In 1980 UPS opened its first major hub in Louisville, Kentucky and began acquiring recently retired commercial jet aircraft. These Douglas DC-8s, Boeing 727-100s and Boeing 747-100s were converted from passenger aircraft to freighters. Of 556 DC-8 aircraft manufactured from 1958 to 1972, around 200 were still in commercial service in 2002, mostly used as freighters and nearly half (97) operated by UPS.
I worked with a team of electrical, systems and structural engineers on a multi-faceted project including an instrument panel re-design, and cabin and service bay modifications.
By 2009, UPS had retired their fleet due to aging, increasing operating costs and strict noise and emissions regulations. The UPS DC-8 final flight landed at Louisville International Airport on May 11, 2009. The first flight of a UPS DC-8 had occurred 21 years prior, on February 1, 1988.
CAD was just starting to become mainstream in the late 1980s replacing the drafting board, T-square and triangle. Learning one method in college then transitioning to another in the workplace was both fascinating and crushing. While computer systems at the time were cumbersome, creating a digital archive of a sketch, diagram or drawing infused versatility never before imagined.

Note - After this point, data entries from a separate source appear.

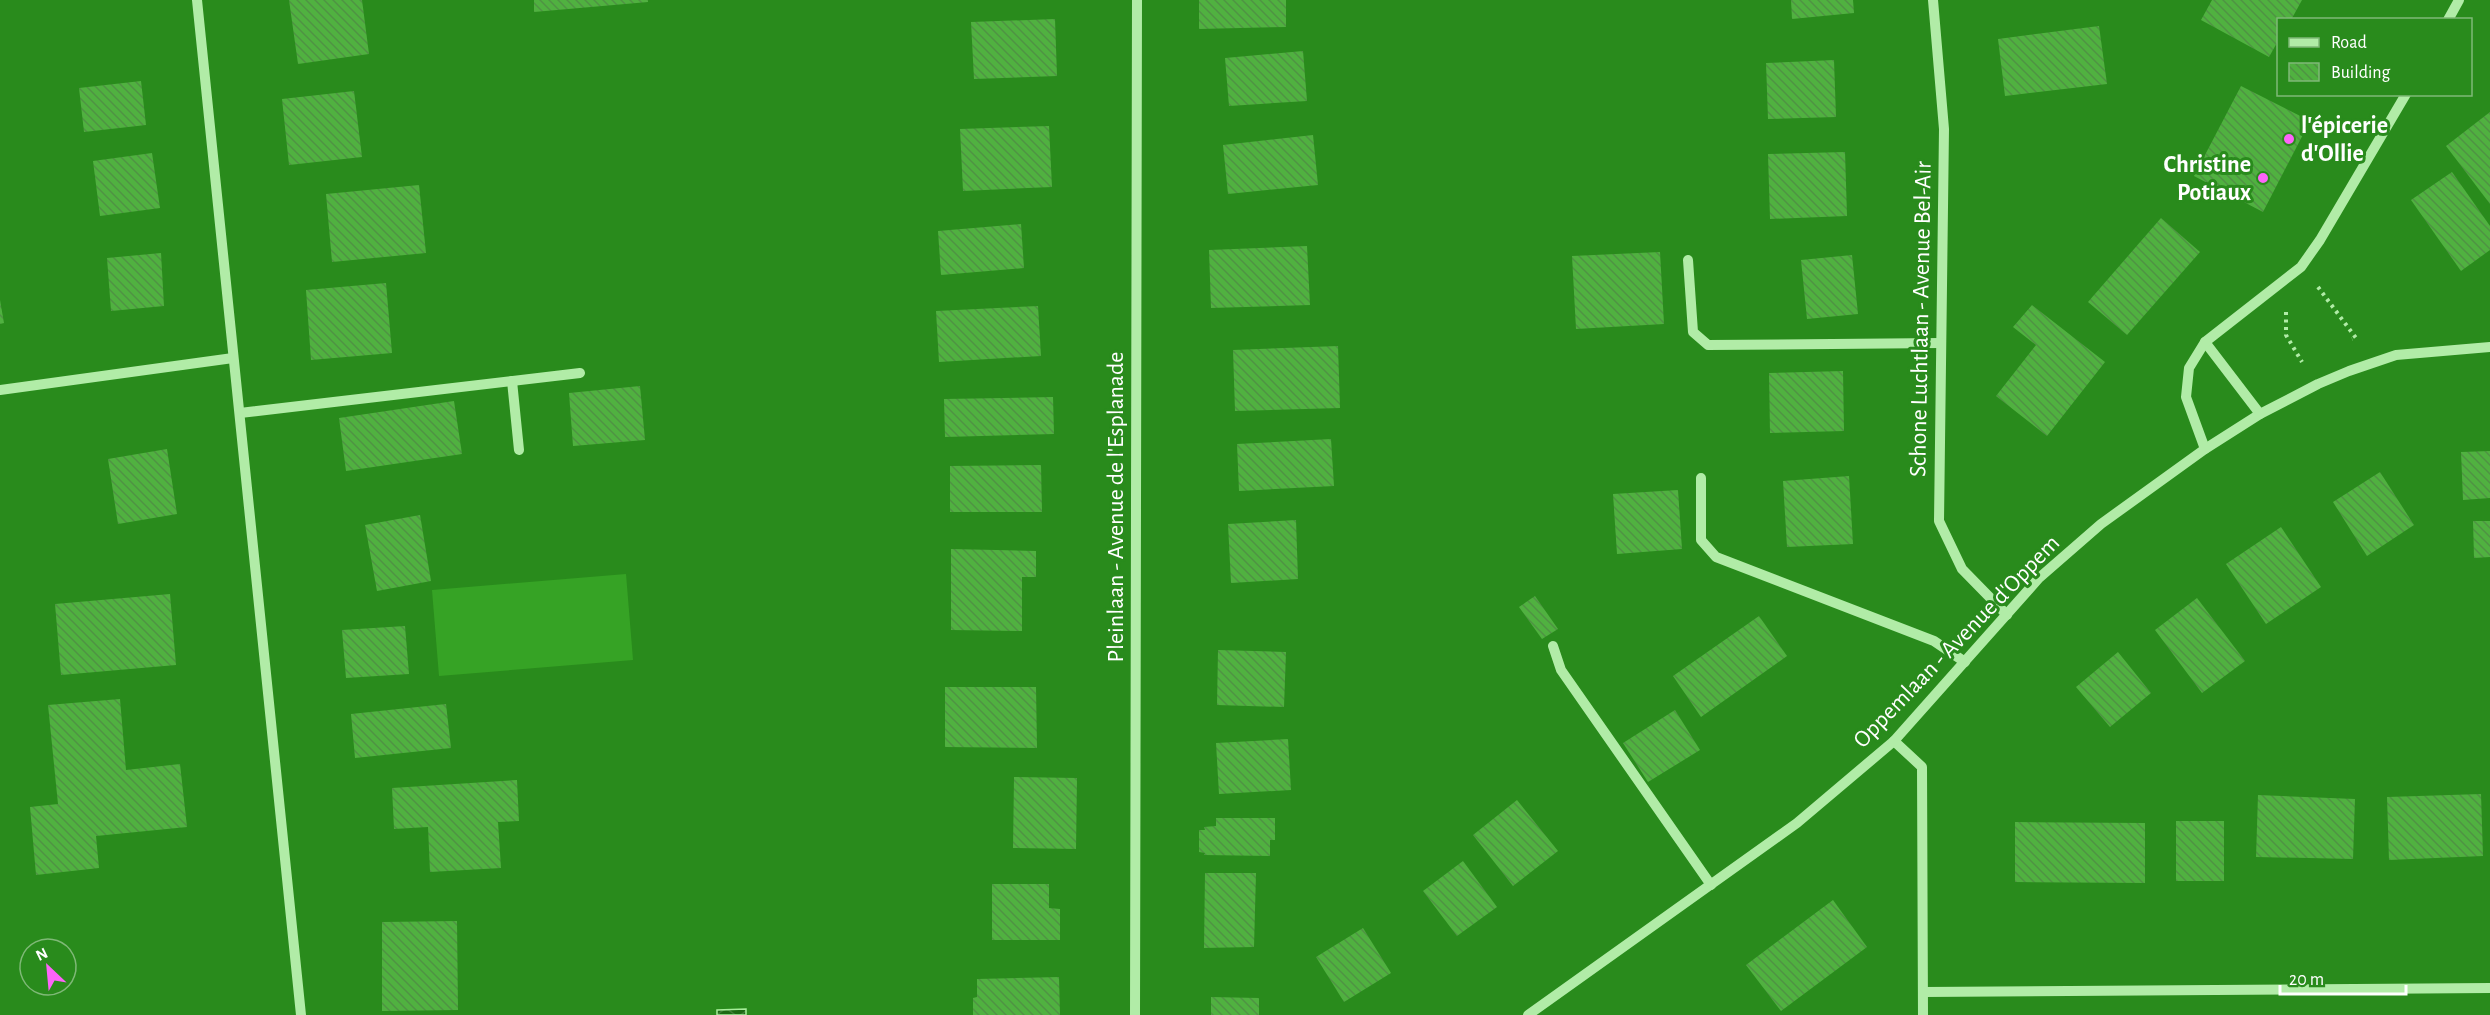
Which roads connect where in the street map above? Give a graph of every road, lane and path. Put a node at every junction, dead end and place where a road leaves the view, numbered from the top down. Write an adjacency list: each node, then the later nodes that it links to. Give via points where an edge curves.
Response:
1 (197, 0): 13 (street)
2 (1137, 0): 32 (street, Pleinlaan - Avenue de l'Esplanade)
3 (1933, 0): 11 (street, Schone Luchtlaan - Avenue Bel-Air, via 1944,129)
4 (2459, 0): 5 (street)
5 (2449, 18)
6 (2405, 96): 9 (street, via 2320,240 2301,267)
7 (1688, 260): 11 (street, via 1693,332 1708,345)
8 (2315, 283): 15 (path, via 2356,338 2338,346)
9 (2272, 289): 10 (street); 14 (path, via 2285,305 2286,335 2301,363)
10 (2205, 342): 20 (street); 21 (street, via 2189,368 2186,397)
11 (1941, 343): 24 (street, Schone Luchtlaan - Avenue Bel-Air, via 1939,521 1962,569)
12 (2490, 347): 15 (street, Oppemlaan - Avenue d'Oppem, via 2396,355)
13 (233, 358): 18 (street); 19 (street)
14 (2310, 359)
15 (2349, 371): 20 (street, Oppemlaan - Avenue d'Oppem)
16 (580, 372): 17 (street)
17 (512, 381): 19 (street); 22 (street)
18 (0, 390)
19 (240, 413): 31 (street)
20 (2260, 414): 21 (street, Oppemlaan - Avenue d'Oppem)
21 (2205, 448): 24 (street, Oppemlaan - Avenue d'Oppem, via 2101,524 2039,578)
22 (519, 450)
23 (1701, 478): 26 (street, via 1701,540 1716,557 1934,641)
24 (2007, 615): 26 (street, Oppemlaan - Avenue d'Oppem)
25 (1553, 645): 28 (street, via 1561,670)
26 (1965, 662): 27 (street, Oppemlaan - Avenue d'Oppem)
27 (1894, 741): 28 (street, Oppemlaan - Avenue d'Oppem, via 1797,823); 30 (street, via 1922,767)
28 (1711, 885): 33 (street, Oppemlaan - Avenue d'Oppem)
29 (2490, 988): 30 (street)
30 (1924, 992): 34 (street)
31 (302, 1015)
32 (1136, 1015)
33 (1528, 1015)
34 (1923, 1015)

Added to the designers tool set were prodigious new means of replication, revision, reproduction and redesign.
JANA was formed in San Antonio as a spinoff of Datapoint during the early years when computer systems began the transition from business machines to personal devices. A launch project for the new company was the digitization of design and manufacturing drawings, specifically wiring diagrams, for the relatively new and expanding America West Airlines. The airline icon would survive 25 years before acquiring and rebranding as US Airlines in 2007, then later merging with world’s largest, American Airlines, in 2013.
AutoCAD was the de facto standard digital drafting tool in the 1980s and it resembled closely the command line user interface of its operating system DOS. In time, an operator learned to think in its draw-line-X-comma-Y language as inputs often required the keyboard. Results were relatively swift, not unlike the drafting board, yet accurate to the decimal point. So it was for many months that I was entrenched in this process of digitizing wiring diagrams, rote in essence, and content in consummation. The tedium would, nevertheless, precipitate a career in CAD on a variety of platforms in architecture, engineering, aviation and manufacturing.
While working to earn a Master of Science degree in Land Development at Texas A&M University, I bought my first Macintosh—a Mac 512K enhanced. Finally, a computer for non-programmers. The Mac impassioned creative minds to flourish beyond the tedium of bits and bytes. My first “Fat Mac,” so called for the quadrupling of its predecessor’s 128K of memory, would later inspire the construction of a Macquarium. Numerous Mac purchases ensued, including an SE, Quadra 700, Mac IIcx, PowerBook 100, Color Classic, Macintosh TV, iMacs, and MacBooks. Each subsequent purchase served as a productivity tool in careers in design, engineering and marketing. For many years, when Apple was still Apple Computer, I consulted in information systems and held a role as an Authorized Apple VAR (Value Added Reseller). The masters degree got postponed but the inspiration to work more efficiently and creatively was largely attributable to the genius of Macintosh.
This was 1984. There were no cell phones. The Internet and email were in their infancies. MTV was a popular music video channel and texting tiny text pictures was not a thing. But the weepul (wee people) was. This emoji critter was the product of three Texas A&M University students and could be found in campus bookstores and other locations throughout Aggieland. They sold like penny candy at the register. Thumbs up to pre-emoji era pom poms.